Peki Allah’ın varlığını nasıl anlayabiliriz? Bir misal verelim. Bir diyaliz ünitesi kanı süzer ve temizler. Bir böbrek de kanı süzer ve temizler. Bilimsel olarak bir diyaliz ünitesinin yapılması tesadüfen veya kendiliğinden olamayacağı kesindir. Buna inanan dünyada bir kişi bile bulunmaz. Aynı işi gören hatta daha modern böbreğin yapıcısı, yaratıcısı olduğuna inanmamak bilimi inkâr olmaz mı? Başka bir misal verelim. Bir otomobil motorunun benzeri insandaki kalptir. Motorun parçalarını bir yere koyalım. Bu parçalar sonsuz sene dursalar bile kendiliğinden dizilip motoru oluşturamazlar. İnsanın kalbinin yapısı da böyledir. Müthiş bir tasarım, program, bilimsellik ile bir yaratıcının eseri olduğu anlaşılmaktadır. Hiçbir fabrika ünitesi kendi kendini dizemez. Mesela;
Su + yaprak + saman + buğday = süt böyle bir fabrika yapılamadı. Belki bir gün yapılırsa tesadüfen ustasız yapılması ihtimali sıfırdır. Bir inek veya keçi bir süt fabrikası değil midir? Ağzımızdaki dişlerin dizilişi programlanırken dağdaki elmanın, cevizin ezilebilmesi, kesilebilmesi hesaplanıp, düşünülmüştür. Dağdaki limon yaratılırken insanın vitamin ihtiyacının giderilmesi hedeflenmiştir. Bu müthiş organizasyon bir yaratıcıya inanmayı kesinleştirmektedir.

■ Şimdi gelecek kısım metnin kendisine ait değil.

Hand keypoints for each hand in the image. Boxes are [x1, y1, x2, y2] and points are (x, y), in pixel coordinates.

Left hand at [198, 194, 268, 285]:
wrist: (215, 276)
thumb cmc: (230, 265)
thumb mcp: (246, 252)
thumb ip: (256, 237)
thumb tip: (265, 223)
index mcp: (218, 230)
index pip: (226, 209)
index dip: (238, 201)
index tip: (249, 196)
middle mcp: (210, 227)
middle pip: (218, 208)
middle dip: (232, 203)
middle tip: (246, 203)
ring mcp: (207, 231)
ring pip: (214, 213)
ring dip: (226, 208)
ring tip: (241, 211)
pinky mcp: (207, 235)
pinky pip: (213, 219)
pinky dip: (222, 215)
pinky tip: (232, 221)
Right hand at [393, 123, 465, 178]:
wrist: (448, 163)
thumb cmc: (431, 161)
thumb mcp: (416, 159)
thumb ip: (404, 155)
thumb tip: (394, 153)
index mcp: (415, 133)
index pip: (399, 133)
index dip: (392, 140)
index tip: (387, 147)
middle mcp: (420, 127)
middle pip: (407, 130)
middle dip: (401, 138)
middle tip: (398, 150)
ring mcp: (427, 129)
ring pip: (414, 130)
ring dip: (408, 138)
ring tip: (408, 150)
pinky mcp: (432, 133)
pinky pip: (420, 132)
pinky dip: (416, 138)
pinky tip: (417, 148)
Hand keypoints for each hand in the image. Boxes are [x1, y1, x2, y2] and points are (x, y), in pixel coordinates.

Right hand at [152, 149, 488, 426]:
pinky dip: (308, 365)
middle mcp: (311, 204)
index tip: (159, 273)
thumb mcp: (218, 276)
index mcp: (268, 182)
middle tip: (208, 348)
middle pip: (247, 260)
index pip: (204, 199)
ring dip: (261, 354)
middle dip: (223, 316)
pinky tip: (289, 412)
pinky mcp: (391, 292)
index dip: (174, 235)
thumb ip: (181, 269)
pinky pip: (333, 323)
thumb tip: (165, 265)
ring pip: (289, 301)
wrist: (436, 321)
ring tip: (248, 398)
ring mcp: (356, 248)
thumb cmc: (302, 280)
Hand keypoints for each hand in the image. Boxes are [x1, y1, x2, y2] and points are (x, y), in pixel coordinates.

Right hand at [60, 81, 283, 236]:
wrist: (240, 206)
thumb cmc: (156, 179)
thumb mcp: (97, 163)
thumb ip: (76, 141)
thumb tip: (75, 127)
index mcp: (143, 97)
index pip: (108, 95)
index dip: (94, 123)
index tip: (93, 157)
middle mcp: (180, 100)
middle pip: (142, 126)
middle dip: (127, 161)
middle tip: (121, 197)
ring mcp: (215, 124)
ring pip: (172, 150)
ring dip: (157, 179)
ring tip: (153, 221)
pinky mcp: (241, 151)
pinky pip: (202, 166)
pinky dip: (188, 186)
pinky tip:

Ateistler tesadüfen, rastgele uzun seneler sonra bir insan oluştu diyorlar. Bir erkek oluştu diyelim. Çok uzun seneler sonra bir de kadın oluştu diyelim. Bu iki insanın bütün organlarının, DNA’larının, kromozomlarının binlerce uyumluluk gösterdiği kesindir. Bu bilimsel verilerden bir uyumsuzluk, sapma olsa nesil çoğalamaz. Rastgele oluşan iki canlının yani kadın ve erkeğin binlerce uyumluluğu hiç mümkün değildir. Yani var olan bir insana göre ikinci bir insanın yaratılması müthiş bir bilimsellik ve dizayn ile olmuştur. İkinci insanı yaratanın birinci insanın özelliklerini çok iyi bilmesi gerekir. Birinci insanı yaratanın da ikinci insanı yaratan varlık olduğu anlaşılmaktadır.Tesadüfen, kendiliğinden bir çocuk oyuncağı bile meydana gelemez.İnsandaki ve diğer canlılardaki otomasyonların sayısını bilemiyoruz Bütün canlılar da insan gibi çift çift yaratılmışlardır. Canlıların çokluğu ve değişik özelliklere sahip olması yaratanın yani Allah’ın gücünün sonsuzluğunu göstermektedir.
Allah’ı böyle ilim, kıyas ve eserlerindeki mükemmellikler ile anlarız, görürüz. Allah göz merceğinin içine sığacak kadar küçük bir varlık değildir ki göz ile görelim. İlk insanlar gibi buna benzer sorulara takılma zamanı geçmiştir. Allah’ın varlığı açıkta ve meydandadır. Allah’ı daha net anlama ve görmenin bir yolu daha vardır.Bunu da başka bir yazımda anlatmak istiyorum.